= Stored data =
>>>

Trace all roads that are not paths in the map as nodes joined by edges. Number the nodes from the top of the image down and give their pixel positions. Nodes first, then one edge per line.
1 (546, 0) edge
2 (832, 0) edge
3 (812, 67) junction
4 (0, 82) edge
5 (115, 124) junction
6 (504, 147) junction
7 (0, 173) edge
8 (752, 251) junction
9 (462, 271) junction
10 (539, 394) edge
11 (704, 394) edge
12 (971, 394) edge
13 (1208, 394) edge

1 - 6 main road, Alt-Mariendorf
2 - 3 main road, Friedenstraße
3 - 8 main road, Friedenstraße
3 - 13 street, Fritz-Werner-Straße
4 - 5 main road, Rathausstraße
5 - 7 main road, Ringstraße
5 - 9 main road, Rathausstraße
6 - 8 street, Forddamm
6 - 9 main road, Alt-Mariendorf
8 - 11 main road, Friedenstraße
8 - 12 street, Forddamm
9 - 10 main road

<<<

= Exercise details =
A word-for-word restatement of every record above is expected.

= Task answer =
Trace all roads that are not paths in the map as nodes joined by edges. Number the nodes from the top of the image down and give their pixel positions. Nodes first, then one edge per line.
1 (546, 0) edge
2 (832, 0) edge
3 (812, 67) junction
4 (0, 82) edge
5 (115, 124) junction
6 (504, 147) junction
7 (0, 173) edge
8 (752, 251) junction
9 (462, 271) junction
10 (539, 394) edge
11 (704, 394) edge
12 (971, 394) edge
13 (1208, 394) edge

1 - 6 main road, Alt-Mariendorf
2 - 3 main road, Friedenstraße
3 - 8 main road, Friedenstraße
3 - 13 street, Fritz-Werner-Straße
4 - 5 main road, Rathausstraße
5 - 7 main road, Ringstraße
5 - 9 main road, Rathausstraße
6 - 8 street, Forddamm
6 - 9 main road, Alt-Mariendorf
8 - 11 main road, Friedenstraße
8 - 12 street, Forddamm
9 - 10 main road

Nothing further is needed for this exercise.